Pastor J, as we’ll call him, generously opened up his family and community to our cameras and crew, allowing us to document intimate moments of prayer before bed and tense Bible studies with their closest friends. I didn’t realize it at the time, but I wanted someone else to serve as my proxy. I was also certain that the folks I wanted to reach would respond better to a white male pastor than to me; I’m not convinced I was wrong. So as I followed a historical lead or met a new theologian, I swiftly introduced them to Pastor J, hoping he would have the same transformative relationship and experience on camera that I was having behind it. The same was true of meeting Brian McLaren.

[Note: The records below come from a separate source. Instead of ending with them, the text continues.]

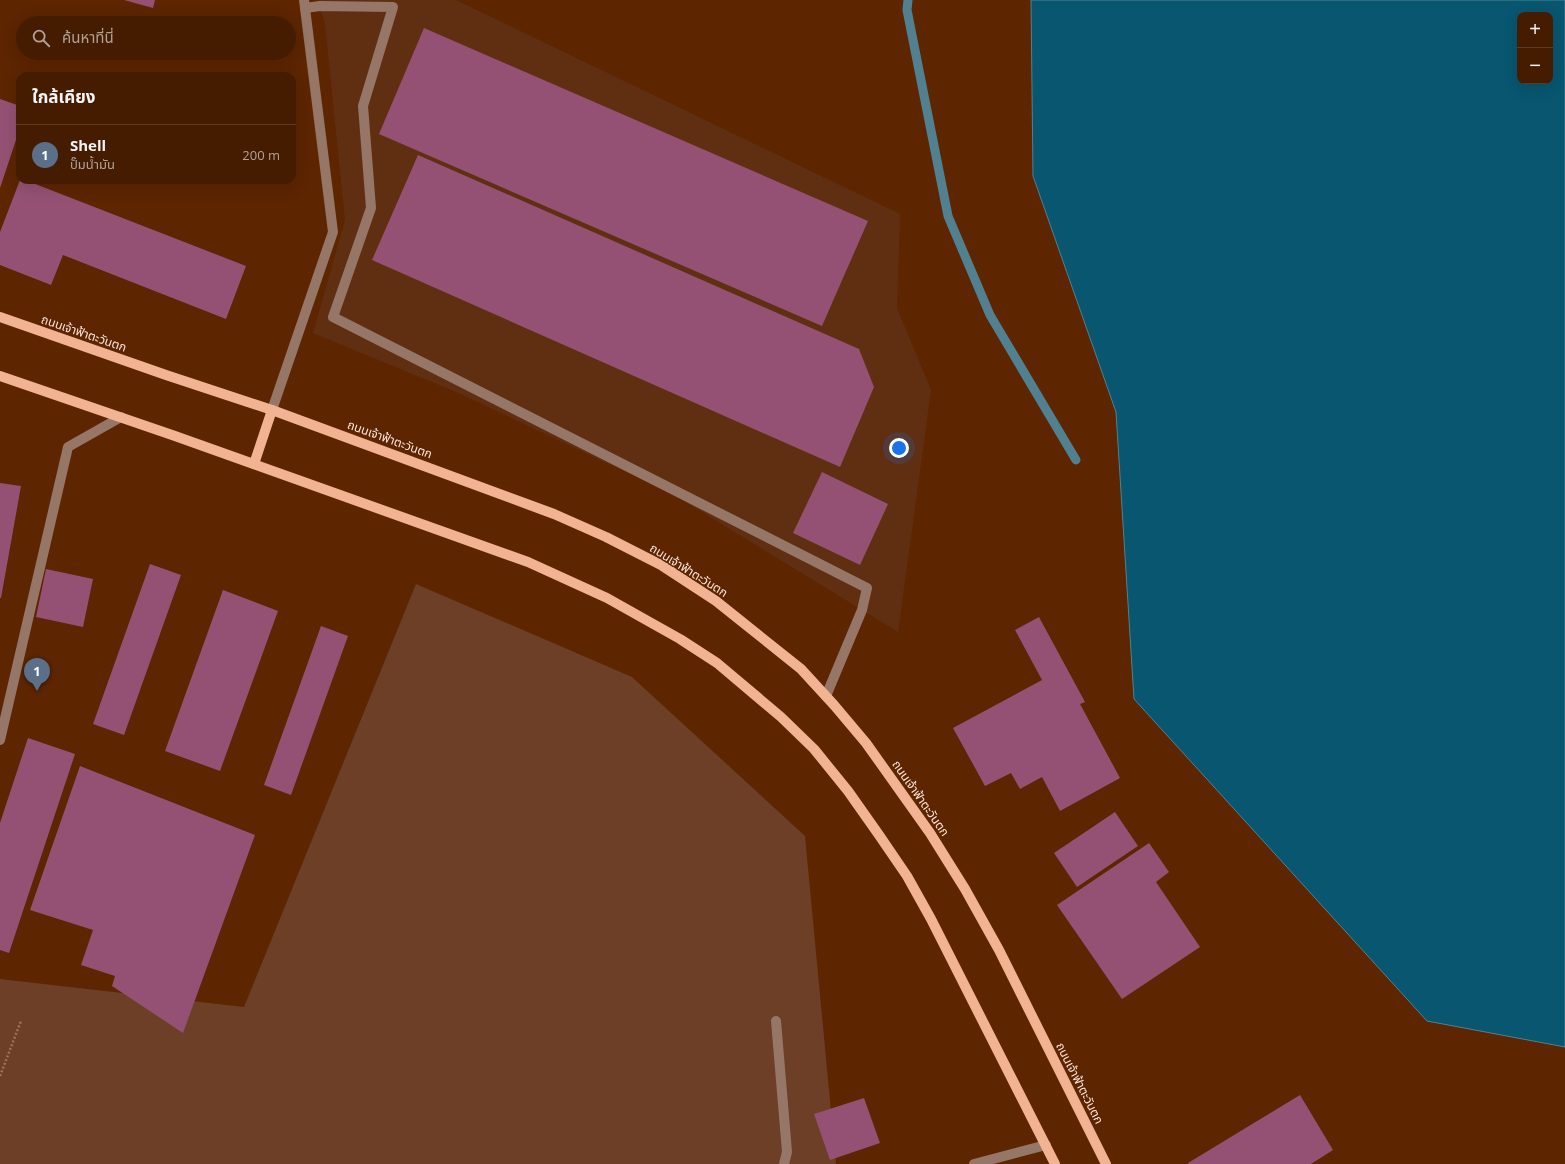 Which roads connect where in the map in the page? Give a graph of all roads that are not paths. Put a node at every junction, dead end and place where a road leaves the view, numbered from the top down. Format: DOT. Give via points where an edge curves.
graph roads {
  1 [pos="305,4"];
  2 [pos="0,317"];
  3 [pos="0,376"];
  4 [pos="272,410"];
  5 [pos="121,417"];
  6 [pos="254,464"];
  7 [pos="826,696"];
  8 [pos="0,740"];
  9 [pos="776,1021"];
  10 [pos="1046,1145"];
  11 [pos="784,1164"];
  12 [pos="974,1164"];
  13 [pos="1055,1164"];
  14 [pos="1106,1164"];
  1 -- 4 [label="street" via="333,232"];
  1 -- 7 [label="street" via="393,7 363,106 371,208 333,317 868,588 862,610"];
  2 -- 4 [label="main road, ถนนเจ้าฟ้าตะวันตก"];
  3 -- 5 [label="main road"];
  4 -- 6 [label="main road"];
  4 -- 7 [label="main road, ถนนเจ้าฟ้าตะวันตก" via="474,483 554,514 627,547 661,565 716,601 801,669"];
  5 -- 6 [label="main road"];
  5 -- 8 [label="street" via="68,447"];
  6 -- 10 [label="main road" via="528,562 607,598 717,663 776,712 814,749 848,791 907,876"];
  7 -- 14 [label="main road, ถนนเจ้าฟ้าตะวันตก" via="895,781 965,889 999,950"];
  9 -- 11 [label="street" via="787,1152"];
  10 -- 12 [label="street"];
  10 -- 13 [label="main road"];
} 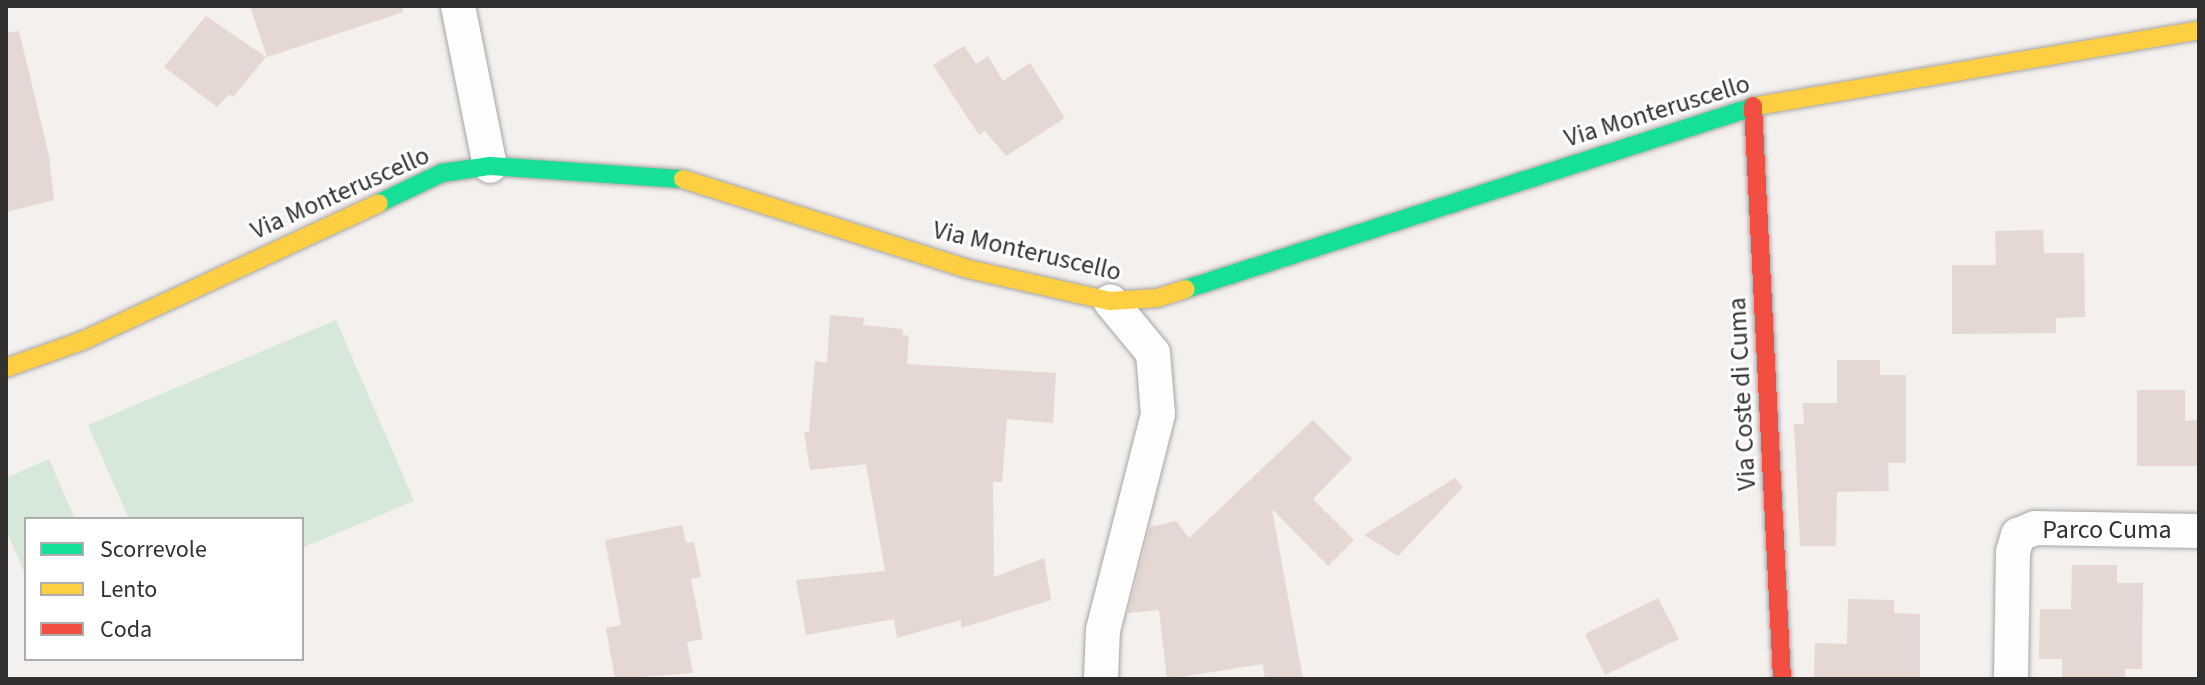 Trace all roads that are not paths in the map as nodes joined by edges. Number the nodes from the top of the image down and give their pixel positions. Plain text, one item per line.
1 (458, 6) edge
2 (2199, 30) edge
3 (1753, 106) junction
4 (490, 166) junction
5 (1110, 301) junction
6 (6, 368) edge
7 (2199, 531) edge
8 (1101, 679) edge
9 (1782, 679) edge
10 (2011, 679) edge

1 - 4 street
2 - 3 street, Via Monteruscello
3 - 5 street, Via Monteruscello
3 - 9 street, Via Coste di Cuma
4 - 5 street, Via Monteruscello
4 - 6 street, Via Monteruscello
5 - 8 street
7 - 10 street, Parco Cuma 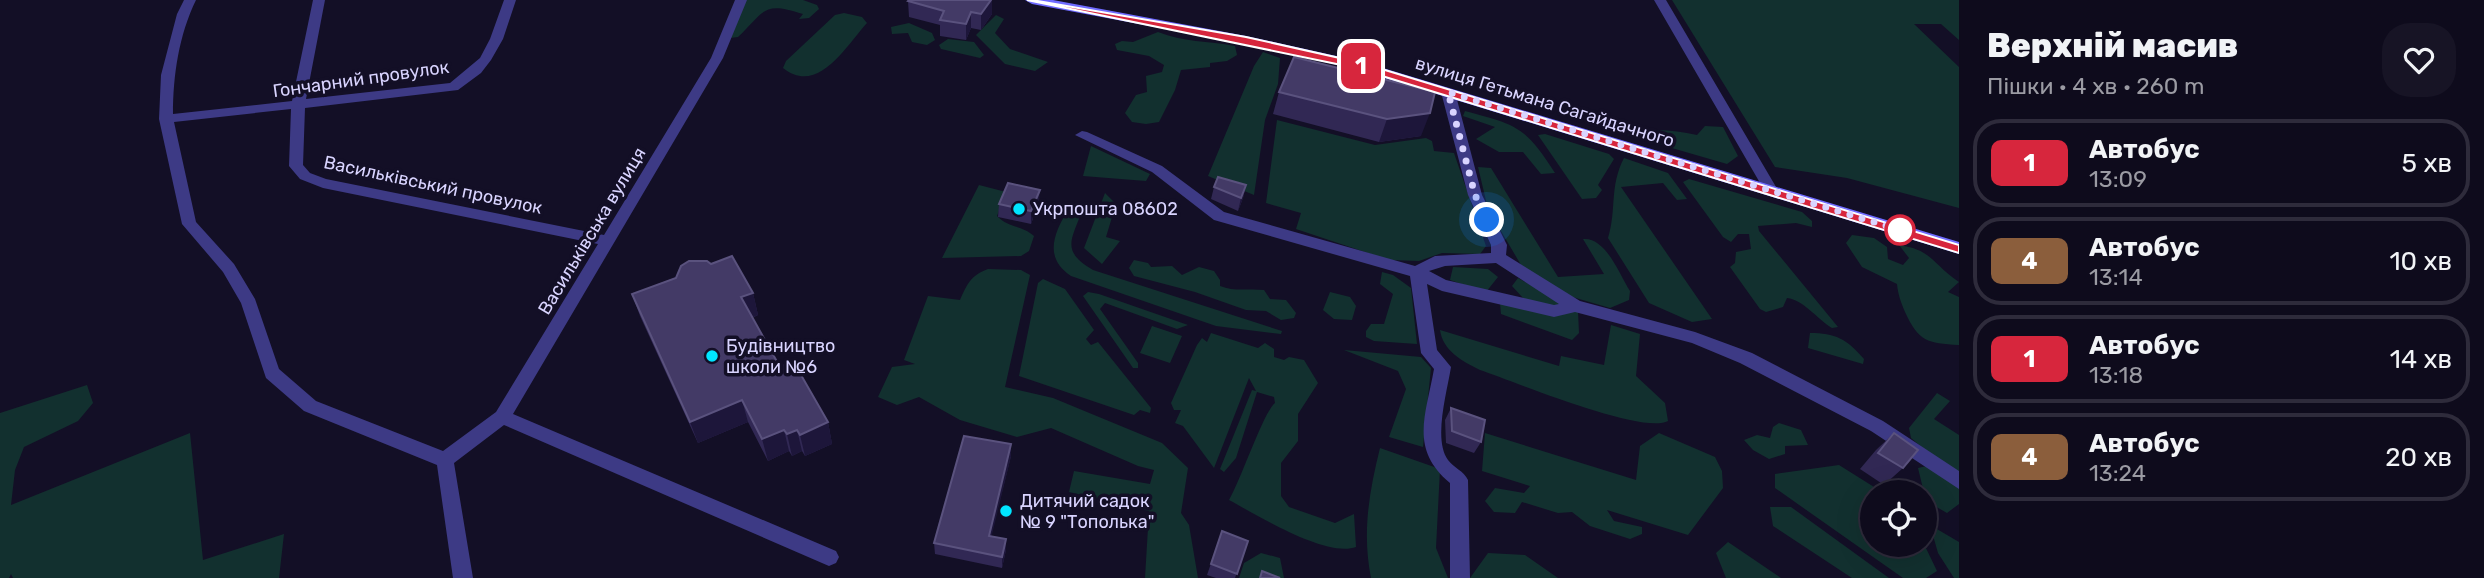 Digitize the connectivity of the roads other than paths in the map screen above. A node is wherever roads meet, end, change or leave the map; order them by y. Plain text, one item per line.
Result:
1 (190, 0) edge
2 (319, 0) edge
3 (510, 0) edge
4 (741, 0) edge
5 (1032, 0) edge
6 (1660, 0) edge
7 (1448, 92) junction
8 (298, 105) junction
9 (166, 119) junction
10 (1082, 135) dead end
11 (1773, 192) junction
12 (609, 241) junction
13 (1959, 248) edge
14 (1498, 257) junction
15 (1417, 272) junction
16 (1575, 306) junction
17 (502, 417) junction
18 (445, 460) junction
19 (1959, 481) edge
20 (830, 556) dead end
21 (463, 578) edge
22 (1460, 578) edge

1 - 9 street
2 - 8 street, Васильківський провулок
3 - 8 street, Гончарний провулок
4 - 12 street, Васильківська вулиця
5 - 7 main road, вулиця Гетьмана Сагайдачного
6 - 11 street
7 - 11 main road, вулиця Гетьмана Сагайдачного
7 - 14 street
8 - 9 street, Гончарний провулок
8 - 12 street, Васильківський провулок
9 - 18 street
10 - 15 street
11 - 13 main road, вулиця Гетьмана Сагайдачного
12 - 17 street, Васильківська вулиця
14 - 15 street
14 - 16 street
15 - 16 street
15 - 22 street
16 - 19 street
17 - 18 street, Васильківська вулиця
17 - 20 street
18 - 21 street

After I met Brian in the North Carolina sticks, I immediately connected him with Pastor J, forging a shared pastoral mentorship of sorts, as Pastor J was at a crossroads Brian had been at decades prior. This strategy ultimately proved to be unfair to Pastor J, putting undue pressure on him to go through a process that was mine, and it painfully meant that Brian’s story arc was tied to footage that would not see the light of day. The moment I realized I had to be the one telling my story was when I realized I was asking Pastor J to take risks with his family that I wouldn’t take with mine. You never see my stepson in True Believer, despite him being ever-present in our home and lives throughout the filming process. It was unfair of me to ask Pastor J to take risks with his family that I was unwilling to take with my own. This also means that I have an abundance of gorgeous and challenging footage with Brian McLaren, framed around the pastoral experience during the time of Trump. I hope you’ll share the below conversation with your well-meaning, perhaps fearful, conservative, and non-denominational pastor friends, as well as those under their leadership. I think you’ll agree that Brian’s wisdom is unmatched.
The below interview was conducted at Brian’s home on Friday, December 15, 2017. His relevance today is both prophetic and haunting.
Kristen: What do you say to an evangelical pastor who is afraid to lose their job, to lose their community, to lose their livelihood, but who’s feeling a conflict of conscience because of what’s happening in the nation and in the church right now?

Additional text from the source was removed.